(Stored items)

-------

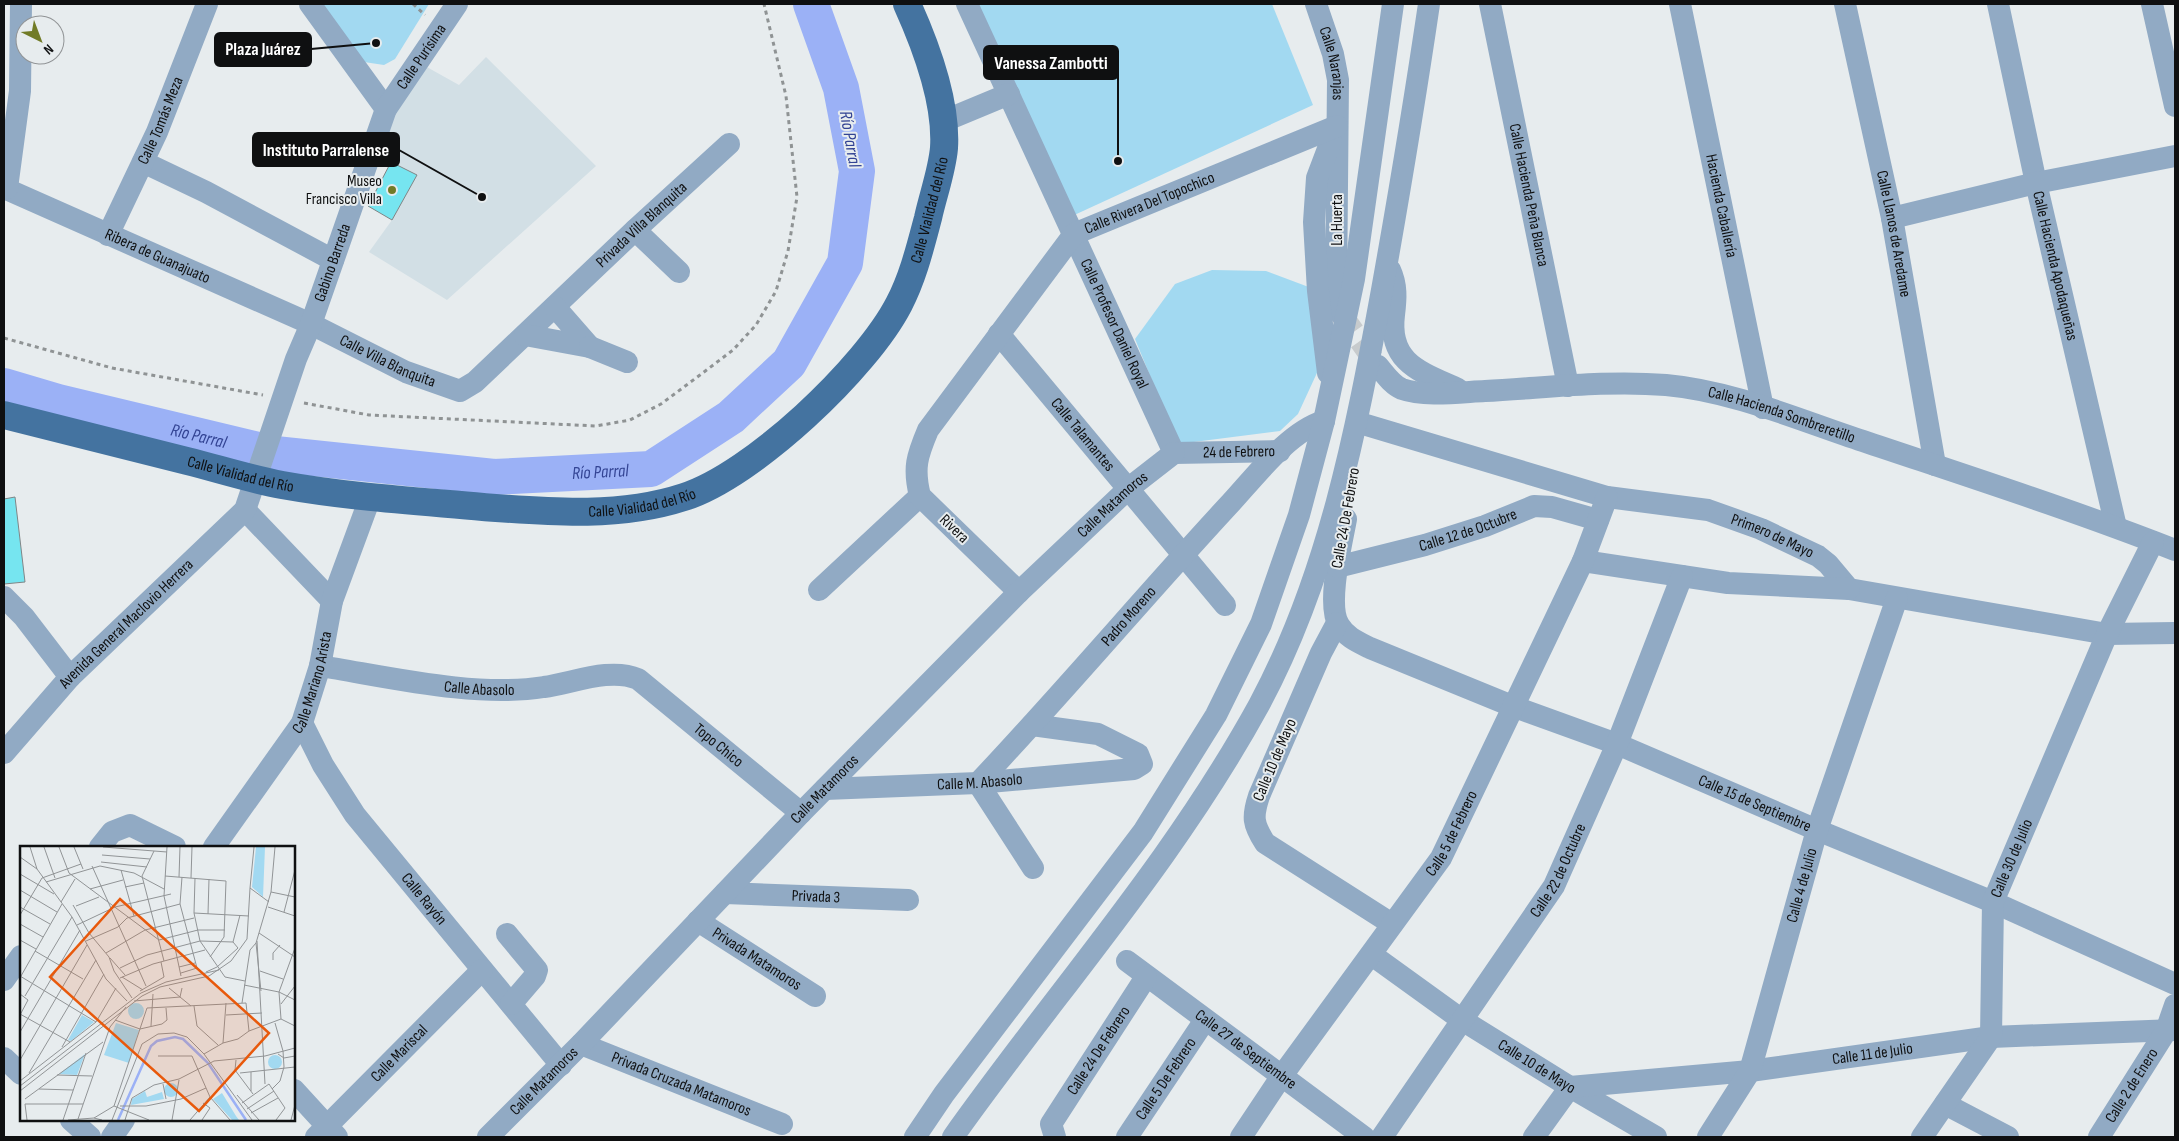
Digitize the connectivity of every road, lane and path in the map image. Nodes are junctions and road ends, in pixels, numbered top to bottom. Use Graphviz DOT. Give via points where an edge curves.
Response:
graph roads {
  1 [pos="21,4"];
  2 [pos="207,4"];
  3 [pos="310,4"];
  4 [pos="457,4"];
  5 [pos="907,4"];
  6 [pos="967,4"];
  7 [pos="1316,4"];
  8 [pos="1393,4"];
  9 [pos="1429,4"];
  10 [pos="1490,4"];
  11 [pos="1680,4"];
  12 [pos="1845,4"];
  13 [pos="1998,4"];
  14 [pos="2152,4"];
  15 [pos="12,92"];
  16 [pos="1009,94"];
  17 [pos="2175,106"];
  18 [pos="386,109"];
  19 [pos="944,121"];
  20 [pos="1337,126"];
  21 [pos="729,144"];
  22 [pos="2175,156"];
  23 [pos="143,162"];
  24 [pos="2036,183"];
  25 [pos="5,188"];
  26 [pos="1892,218"];
  27 [pos="635,230"];
  28 [pos="108,234"];
  29 [pos="1074,234"];
  30 [pos="333,260"];
  31 [pos="1387,262"];
  32 [pos="679,272"];
  33 [pos="554,307"];
  34 [pos="1341,314"];
  35 [pos="311,324"];
  36 [pos="999,334"];
  37 [pos="525,335"];
  38 [pos="590,347"];
  39 [pos="627,362"];
  40 [pos="1378,366"];
  41 [pos="1568,386"];
  42 [pos="467,388"];
  43 [pos="1330,391"];
  44 [pos="1463,392"];
  45 [pos="1763,408"];
  46 [pos="4,415"];
  47 [pos="1364,419"];
  48 [pos="1324,421"];
  49 [pos="1280,451"];
  50 [pos="1174,453"];
  51 [pos="1934,465"];
  52 [pos="1129,488"];
  53 [pos="920,496"];
  54 [pos="1607,497"];
  55 [pos="370,498"];
  56 [pos="247,504"];
  57 [pos="1598,520"];
  58 [pos="2116,527"];
  59 [pos="2153,542"];
  60 [pos="2175,550"];
  61 [pos="1183,555"];
  62 [pos="1583,561"];
  63 [pos="1337,568"];
  64 [pos="1682,576"];
  65 [pos="1849,589"];
  66 [pos="819,590"];
  67 [pos="1019,592"];
  68 [pos="4,597"];
  69 [pos="1897,598"];
  70 [pos="332,601"];
  71 [pos="1225,605"];
  72 [pos="1337,623"];
  73 [pos="2175,633"];
  74 [pos="2108,634"];
  75 [pos="320,666"];
  76 [pos="70,677"];
  77 [pos="638,679"];
  78 [pos="1512,706"];
  79 [pos="302,724"];
  80 [pos="1032,725"];
  81 [pos="1617,744"];
  82 [pos="4,754"];
  83 [pos="978,783"];
  84 [pos="825,789"];
  85 [pos="801,813"];
  86 [pos="1817,830"];
  87 [pos="101,846"];
  88 [pos="173,846"];
  89 [pos="215,846"];
  90 [pos="1033,868"];
  91 [pos="725,893"];
  92 [pos="908,900"];
  93 [pos="1993,902"];
  94 [pos="698,921"];
  95 [pos="1392,924"];
  96 [pos="507,934"];
  97 [pos="1372,955"];
  98 [pos="20,957"];
  99 [pos="1127,961"];
  100 [pos="482,970"];
  101 [pos="1146,977"];
  102 [pos="4,980"];
  103 [pos="2175,984"];
  104 [pos="816,996"];
  105 [pos="511,1004"];
  106 [pos="2175,1005"];
  107 [pos="1205,1020"];
  108 [pos="1462,1020"];
  109 [pos="2170,1030"];
  110 [pos="1991,1036"];
  111 [pos="581,1044"];
  112 [pos="4,1058"];
  113 [pos="561,1064"];
  114 [pos="1750,1071"];
  115 [pos="20,1073"];
  116 [pos="1281,1077"];
  117 [pos="1570,1087"];
  118 [pos="295,1091"];
  119 [pos="1945,1104"];
  120 [pos="72,1121"];
  121 [pos="123,1121"];
  122 [pos="782,1124"];
  123 [pos="1053,1131"];
  124 [pos="326,1134"];
  125 [pos="90,1137"];
  126 [pos="112,1137"];
  127 [pos="488,1137"];
  128 [pos="915,1137"];
  129 [pos="953,1137"];
  130 [pos="1127,1137"];
  131 [pos="1241,1137"];
  132 [pos="1364,1137"];
  133 [pos="1382,1137"];
  134 [pos="1534,1137"];
  135 [pos="1656,1137"];
  136 [pos="1708,1137"];
  137 [pos="1922,1137"];
  138 [pos="2008,1137"];
  139 [pos="2099,1137"];
  1 -- 15 [label="street"];
  2 -- 23 [label="street, Calle Tomás Meza"];
  3 -- 18 [label="street"];
  4 -- 18 [label="street, Calle Purísima"];
  5 -- 19 [label="main road, Calle Vialidad del Río" via="928,54"];
  6 -- 16 [label="street, Calle Profesor Daniel Royal"];
  7 -- 20 [label="street, Calle Naranjas" via="1334,54 1338,80"];
  8 -- 43 [label="street" via="1354,280"];
  9 -- 31 [label="street"];
  10 -- 41 [label="street, Calle Hacienda Peña Blanca"];
  11 -- 45 [label="street, Hacienda Caballería"];
  12 -- 26 [label="street, Calle Llanos de Aredame"];
  13 -- 24 [label="street, Calle Hacienda Apodaqueñas"];
  14 -- 17 [label="street"];
  15 -- 25 [label="street"];
  16 -- 19 [label="street"];
  16 -- 29 [label="street, Calle Profesor Daniel Royal"];
  18 -- 30 [label="street, Gabino Barreda"];
  19 -- 55 [label="main road, Calle Vialidad del Río" via="942,162 910,282 888,325 817,404 732,475 686,497 633,510 540,511"];
  20 -- 29 [label="street, Calle Rivera Del Topochico"];
  20 -- 34 [label="street, La Huerta" via="1336,290"];
  20 -- 43 [label="street" via="1317,178 1314,222 1318,291"];
  21 -- 27 [label="street, Privada Villa Blanquita"];
  22 -- 24 [label="street"];
  23 -- 28 [label="street, Calle Tomás Meza"];
  23 -- 30 [label="street"];
  24 -- 26 [label="street"];
  24 -- 58 [label="street, Calle Hacienda Apodaqueñas"];
  25 -- 28 [label="street, Ribera de Guanajuato"];
  26 -- 51 [label="street, Calle Llanos de Aredame"];
  27 -- 32 [label="street"];
  27 -- 33 [label="street, Privada Villa Blanquita"];
  28 -- 35 [label="street, Ribera de Guanajuato"];
  29 -- 36 [label="street, Calle Rivera Del Topochico"];
  29 -- 50 [label="street, Calle Profesor Daniel Royal"];
  30 -- 35 [label="street, Gabino Barreda"];
  31 -- 44 [label="street" via="1395,285 1393,339 1398,351 1421,372"];
  31 -- 129 [label="street" via="1352,440 1331,527 1301,615 1260,703 1206,797 1145,885 1013,1054"];
  33 -- 37 [label="street, Privada Villa Blanquita"];
  33 -- 38 [label="street"];
  35 -- 42 [label="street, Calle Villa Blanquita" via="406,372 454,390"];
  35 -- 56 [label="street, Gabino Barreda"];
  36 -- 52 [label="street, Calle Talamantes"];
  36 -- 53 [label="street, Calle Rivera Del Topochico" via="928,430 918,453 915,475"];
  37 -- 38 [label="street"];
  37 -- 42 [label="street, Privada Villa Blanquita"];
  38 -- 39 [label="street"];
  40 -- 44 [label="street, Calle Hacienda Sombreretillo" via="1389,380 1401,388 1416,392"];
  41 -- 44 [label="street, Calle Hacienda Sombreretillo"];
  41 -- 45 [label="street, Calle Hacienda Sombreretillo" via="1666,385 1708,392"];
  43 -- 48 [label="street"];
  45 -- 51 [label="street, Calle Hacienda Sombreretillo"];
  46 -- 55 [label="main road, Calle Vialidad del Río" via="279,484"];
  47 -- 54 [label="street, Primero de Mayo"];
  47 -- 63 [label="street, Calle 24 De Febrero"];
  48 -- 49 [label="street, 24 de Febrero" via="1304,430"];
  48 -- 128 [label="street" via="1299,515 1261,624 1216,715 1142,832"];
  49 -- 50 [label="street, 24 de Febrero"];
  49 -- 61 [label="street, Padro Moreno"];
  50 -- 52 [label="street, Calle Matamoros"];
  51 -- 58 [label="street, Calle Hacienda Sombreretillo"];
  52 -- 61 [label="street, Calle Talamantes"];
  52 -- 67 [label="street, Calle Matamoros"];
  53 -- 66 [label="street"];
  53 -- 67 [label="street, Rivera"];
  54 -- 57 [label="street, Calle 5 de Febrero"];
  54 -- 65 [label="street, Primero de Mayo" via="1708,510 1761,529 1818,556"];
  55 -- 70 [label="street, Calle Mariano Arista"];
  56 -- 70 [label="street"];
  56 -- 76 [label="street, Avenida General Maclovio Herrera"];
  57 -- 62 [label="street, Calle 5 de Febrero"];
  57 -- 63 [label="street, Calle 12 de Octubre" via="1560,509 1534,506 1425,545"];
  58 -- 59 [label="street, Calle Hacienda Sombreretillo"];
  59 -- 60 [label="street, Calle Hacienda Sombreretillo"];
  59 -- 74 [label="street, Calle 30 de Julio"];
  61 -- 71 [label="street, Calle Talamantes"];
  61 -- 80 [label="street, Padro Moreno"];
  62 -- 64 [label="street"];
  62 -- 78 [label="street, Calle 5 de Febrero"];
  63 -- 72 [label="street, Calle 24 De Febrero" via="1334,599"];
  64 -- 65 [label="street" via="1728,583"];
  64 -- 81 [label="street, Calle 22 de Octubre"];
  65 -- 69 [label="street"];
  67 -- 84 [label="street, Calle Matamoros"];
  68 -- 76 [label="street" via="24,617"];
  69 -- 74 [label="street"];
  69 -- 86 [label="street, Calle 4 de Julio"];
  70 -- 75 [label="street, Calle Mariano Arista"];
  72 -- 78 [label="street, Calle 15 de Septiembre" via="1352,639 1370,648"];
  72 -- 95 [label="street, Calle 10 de Mayo" via="1259,796 1254,812 1256,828 1265,843"];
  73 -- 74 [label="street"];
  74 -- 93 [label="street, Calle 30 de Julio"];
  75 -- 77 [label="street, Calle Abasolo" via="464,688 506,691 620,674"];
  75 -- 79 [label="street, Calle Mariano Arista"];
  76 -- 82 [label="street, Avenida General Maclovio Herrera"];
  77 -- 85 [label="street, Topo Chico"];
  78 -- 81 [label="street, Calle 15 de Septiembre"];
  78 -- 95 [label="street, Calle 5 de Febrero" via="1440,858"];
  79 -- 89 [label="street, Calle Mariano Arista"];
  79 -- 100 [label="street, Calle Rayón" via="322,765 354,815"];
  80 -- 83 [label="street, Padro Moreno"];
  80 -- 83 [label="street, Calle M. Abasolo" via="1098,734 1138,754 1142,764 1134,769"];
  81 -- 86 [label="street, Calle 15 de Septiembre"];
  81 -- 108 [label="street, Calle 22 de Octubre" via="1554,886"];
  83 -- 84 [label="street, Calle M. Abasolo"];
  83 -- 90 [label="street"];
  84 -- 85 [label="street, Calle Matamoros"];
  85 -- 91 [label="street, Calle Matamoros"];
  86 -- 93 [label="street, Calle 15 de Septiembre"];
  86 -- 114 [label="street, Calle 4 de Julio"];
  87 -- 88 [label="street" via="112,832 130,825"];
  91 -- 92 [label="street, Privada 3"];
  91 -- 94 [label="street, Calle Matamoros"];
  93 -- 103 [label="street, Calle 15 de Septiembre"];
  93 -- 110 [label="street, Calle 30 de Julio"];
  94 -- 104 [label="street, Privada Matamoros"];
  94 -- 111 [label="street, Calle Matamoros"];
  95 -- 97 [label="street, Calle 5 de Febrero"];
  96 -- 105 [label="street" via="537,970"];
  97 -- 108 [label="street, Calle 10 de Mayo"];
  97 -- 116 [label="street, Calle 5 de Febrero"];
  98 -- 102 [label="street"];
  99 -- 101 [label="street, Calle 27 de Septiembre"];
  100 -- 105 [label="street, Calle Rayón"];
  100 -- 124 [label="street, Calle Mariscal"];
  101 -- 107 [label="street, Calle 27 de Septiembre"];
  101 -- 123 [label="street, Calle 24 De Febrero"];
  105 -- 113 [label="street, Calle Rayón"];
  106 -- 109 [label="street, Calle 2 de Enero"];
  107 -- 116 [label="street, Calle 27 de Septiembre"];
  107 -- 130 [label="street, Calle 5 De Febrero"];
  108 -- 117 [label="street, Calle 10 de Mayo"];
  108 -- 133 [label="street, Calle 22 de Octubre"];
  109 -- 110 [label="street, Calle 11 de Julio"];
  109 -- 139 [label="street, Calle 2 de Enero"];
  110 -- 114 [label="street, Calle 11 de Julio"];
  110 -- 119 [label="street"];
  111 -- 113 [label="street, Calle Matamoros"];
  111 -- 122 [label="street, Privada Cruzada Matamoros"];
  112 -- 115 [label="street"];
  113 -- 127 [label="street, Calle Matamoros"];
  114 -- 117 [label="street, Calle 11 de Julio"];
  114 -- 136 [label="street, Calle 4 de Julio"];
  116 -- 131 [label="street, Calle 5 de Febrero"];
  116 -- 132 [label="street, Calle 27 de Septiembre"];
  117 -- 134 [label="street"];
  117 -- 135 [label="street, Calle 10 de Mayo"];
  118 -- 124 [label="street"];
  119 -- 137 [label="street"];
  119 -- 138 [label="street"];
  120 -- 125 [label="street"];
  121 -- 126 [label="street"];
}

-------

Scan the records above for the string "Sombreretillo", and copy every line where it turns up.

  40 -- 44 [label="street, Calle Hacienda Sombreretillo" via="1389,380 1401,388 1416,392"];
  41 -- 44 [label="street, Calle Hacienda Sombreretillo"];
  41 -- 45 [label="street, Calle Hacienda Sombreretillo" via="1666,385 1708,392"];
  45 -- 51 [label="street, Calle Hacienda Sombreretillo"];
  51 -- 58 [label="street, Calle Hacienda Sombreretillo"];
  58 -- 59 [label="street, Calle Hacienda Sombreretillo"];
  59 -- 60 [label="street, Calle Hacienda Sombreretillo"];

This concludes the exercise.